Command Line Interface Usage
You can use the command-line interface to preprocess data and build models.
The description of the functionality can be displayed with the --help argument,
e.g. the help message for the QSPRpred.data_CLI script can be shown as follows:
python -m qsprpred.data_CLI --help
A simple command-line workflow to prepare your dataset and train QSPR models is given below (see CLI Example).
If you want more control over the inputs and outputs or want to customize QSPRpred for your purpose, you can also use the Python API directly (see tutorials).
CLI Example
In this example, we will use the command line utilities of QSPRpred to train a QSAR model for the A2A and A2B receptor.
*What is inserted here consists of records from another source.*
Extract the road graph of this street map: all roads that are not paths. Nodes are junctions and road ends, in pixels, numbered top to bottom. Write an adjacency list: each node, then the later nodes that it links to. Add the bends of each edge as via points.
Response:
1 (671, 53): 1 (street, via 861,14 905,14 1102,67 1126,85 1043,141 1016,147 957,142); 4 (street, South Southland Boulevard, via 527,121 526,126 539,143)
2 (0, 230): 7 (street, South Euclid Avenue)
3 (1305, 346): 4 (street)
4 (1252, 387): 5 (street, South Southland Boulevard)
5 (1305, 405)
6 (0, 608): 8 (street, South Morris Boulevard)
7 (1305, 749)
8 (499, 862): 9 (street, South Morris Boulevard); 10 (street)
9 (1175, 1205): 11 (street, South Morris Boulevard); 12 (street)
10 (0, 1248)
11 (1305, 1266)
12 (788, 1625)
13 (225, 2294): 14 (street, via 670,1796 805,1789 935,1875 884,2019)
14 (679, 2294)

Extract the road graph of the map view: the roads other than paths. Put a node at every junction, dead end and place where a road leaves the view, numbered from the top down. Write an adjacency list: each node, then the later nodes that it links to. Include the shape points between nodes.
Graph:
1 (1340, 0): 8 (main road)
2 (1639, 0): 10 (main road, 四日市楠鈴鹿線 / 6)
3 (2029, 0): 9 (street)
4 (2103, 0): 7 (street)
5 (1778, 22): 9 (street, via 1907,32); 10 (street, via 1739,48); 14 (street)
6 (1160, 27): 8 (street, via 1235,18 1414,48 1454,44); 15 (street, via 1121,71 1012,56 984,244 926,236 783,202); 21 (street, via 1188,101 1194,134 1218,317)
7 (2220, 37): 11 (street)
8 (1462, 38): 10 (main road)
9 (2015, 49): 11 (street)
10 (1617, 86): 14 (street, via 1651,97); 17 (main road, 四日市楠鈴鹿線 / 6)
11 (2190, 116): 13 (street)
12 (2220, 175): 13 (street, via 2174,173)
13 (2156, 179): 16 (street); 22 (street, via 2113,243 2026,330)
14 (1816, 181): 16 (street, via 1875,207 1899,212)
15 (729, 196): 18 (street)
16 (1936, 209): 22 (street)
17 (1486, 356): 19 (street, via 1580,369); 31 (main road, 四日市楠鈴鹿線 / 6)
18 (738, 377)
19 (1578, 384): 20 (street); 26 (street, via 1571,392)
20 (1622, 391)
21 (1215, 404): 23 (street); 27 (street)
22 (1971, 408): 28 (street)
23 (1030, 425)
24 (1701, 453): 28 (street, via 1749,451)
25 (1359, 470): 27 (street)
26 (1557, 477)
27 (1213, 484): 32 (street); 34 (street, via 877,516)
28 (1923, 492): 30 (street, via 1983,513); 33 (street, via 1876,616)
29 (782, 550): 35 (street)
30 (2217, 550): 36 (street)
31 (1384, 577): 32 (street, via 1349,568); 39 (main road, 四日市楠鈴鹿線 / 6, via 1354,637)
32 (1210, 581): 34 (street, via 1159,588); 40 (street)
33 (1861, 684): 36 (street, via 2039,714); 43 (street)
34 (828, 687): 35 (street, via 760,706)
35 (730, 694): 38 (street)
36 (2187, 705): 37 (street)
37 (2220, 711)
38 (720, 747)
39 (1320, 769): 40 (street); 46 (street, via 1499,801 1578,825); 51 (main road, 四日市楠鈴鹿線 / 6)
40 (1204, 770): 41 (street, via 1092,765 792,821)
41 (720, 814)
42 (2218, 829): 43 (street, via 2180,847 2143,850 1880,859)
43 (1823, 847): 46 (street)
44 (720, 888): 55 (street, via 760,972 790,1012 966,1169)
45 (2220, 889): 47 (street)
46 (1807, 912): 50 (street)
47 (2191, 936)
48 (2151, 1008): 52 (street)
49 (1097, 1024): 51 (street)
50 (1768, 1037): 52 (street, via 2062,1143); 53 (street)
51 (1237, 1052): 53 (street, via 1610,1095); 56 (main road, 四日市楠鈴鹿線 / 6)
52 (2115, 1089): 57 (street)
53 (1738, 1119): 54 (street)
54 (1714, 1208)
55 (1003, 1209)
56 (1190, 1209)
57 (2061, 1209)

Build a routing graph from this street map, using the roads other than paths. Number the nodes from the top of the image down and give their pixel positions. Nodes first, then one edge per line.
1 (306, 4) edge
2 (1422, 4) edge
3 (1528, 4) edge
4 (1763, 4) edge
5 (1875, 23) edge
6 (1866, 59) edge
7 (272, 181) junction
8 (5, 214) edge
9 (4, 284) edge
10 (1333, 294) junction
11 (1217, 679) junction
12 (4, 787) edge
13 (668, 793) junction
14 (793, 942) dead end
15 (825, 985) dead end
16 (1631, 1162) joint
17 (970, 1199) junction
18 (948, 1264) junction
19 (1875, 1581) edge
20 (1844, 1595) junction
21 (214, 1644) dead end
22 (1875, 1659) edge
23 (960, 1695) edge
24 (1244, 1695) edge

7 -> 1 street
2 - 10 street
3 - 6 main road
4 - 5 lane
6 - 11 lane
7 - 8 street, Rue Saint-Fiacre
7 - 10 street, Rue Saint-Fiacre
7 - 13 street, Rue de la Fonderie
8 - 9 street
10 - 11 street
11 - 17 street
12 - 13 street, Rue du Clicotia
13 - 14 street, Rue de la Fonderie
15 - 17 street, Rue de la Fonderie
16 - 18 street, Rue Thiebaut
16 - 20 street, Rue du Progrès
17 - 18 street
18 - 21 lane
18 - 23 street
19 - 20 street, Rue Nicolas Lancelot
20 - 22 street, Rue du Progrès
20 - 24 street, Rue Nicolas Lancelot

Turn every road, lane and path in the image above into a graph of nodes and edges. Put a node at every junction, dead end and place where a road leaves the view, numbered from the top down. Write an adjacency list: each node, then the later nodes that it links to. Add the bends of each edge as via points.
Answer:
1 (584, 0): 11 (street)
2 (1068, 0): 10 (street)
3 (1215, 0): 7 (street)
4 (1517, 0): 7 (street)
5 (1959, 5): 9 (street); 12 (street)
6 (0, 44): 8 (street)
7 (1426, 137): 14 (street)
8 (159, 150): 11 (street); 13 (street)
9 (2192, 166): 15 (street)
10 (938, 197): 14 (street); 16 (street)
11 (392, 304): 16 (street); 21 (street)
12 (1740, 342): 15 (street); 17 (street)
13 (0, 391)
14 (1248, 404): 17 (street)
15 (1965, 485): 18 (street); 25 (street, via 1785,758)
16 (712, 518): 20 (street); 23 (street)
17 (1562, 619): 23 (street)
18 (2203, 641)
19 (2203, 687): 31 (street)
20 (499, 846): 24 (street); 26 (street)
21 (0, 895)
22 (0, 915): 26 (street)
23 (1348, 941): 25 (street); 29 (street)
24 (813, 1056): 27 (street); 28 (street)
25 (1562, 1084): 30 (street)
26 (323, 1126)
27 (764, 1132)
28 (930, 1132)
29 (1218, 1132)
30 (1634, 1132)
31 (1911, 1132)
We will use the Adenosine dataset from the API tutorial. The data is available through OneDrive (just unzip and place the two datasets A2A_LIGANDS.tsv and AR_LIGANDS.tsv in the ‘tutorial_data’ folder) or recreate the dataset yourself by running ‘tutorial_data/create_tutorial_data.py’.
Input data should contain a column with SMILES sequences and at least one column with a property for modelling. The AR_LIGANDS.tsv file contains a SMILES column, a column with the property pchembl_value_mean and a column with the property accession (uniprot accession numbers). However, to create models for the A2A and A2B receptor, we need to have the data in a pivot table format, where the properties are in the columns. To create this pivot table, we can use the pandas library in Python as follows:
import pandas as pd
df = pd.read_csv('tutorial_data/AR_LIGANDS.tsv', sep='\t')
df = df.pivot(index="SMILES", columns="accession", values="pchembl_value_Mean")
df.columns.name = None
df.reset_index(inplace=True)
df.to_csv('tutorial_data/AR_LIGANDS_pivot.tsv', sep='\t')
It is also possible to simply run the create_tutorial_data.py script in the tutorial_data folder with the following command:
python create_tutorial_data.py -m AR_LIGANDS.tsv
This will create a pivot table with the name AR_LIGANDS_pivot.tsv in the tutorial_data folder. Our example dataset now contains a SMILES column and two columns with the properties P29274 (A2AR) and P29275 (A2BR) (as well as a columns for A1 and A3, which we will not use in this example).
Preparing Data
Basics
We will now use the QSPRpred QSPRpred.data_CLI script for data preparation.
In the CLI we need to indicate which property/ies we are interested in predicting (here P29274 and P29275, the A2A and A2B receptor respectively),
this should be equal to the column names (should not contain spaces) containing the values to be predicted.
For regression models these columns should contain numerical datapoints.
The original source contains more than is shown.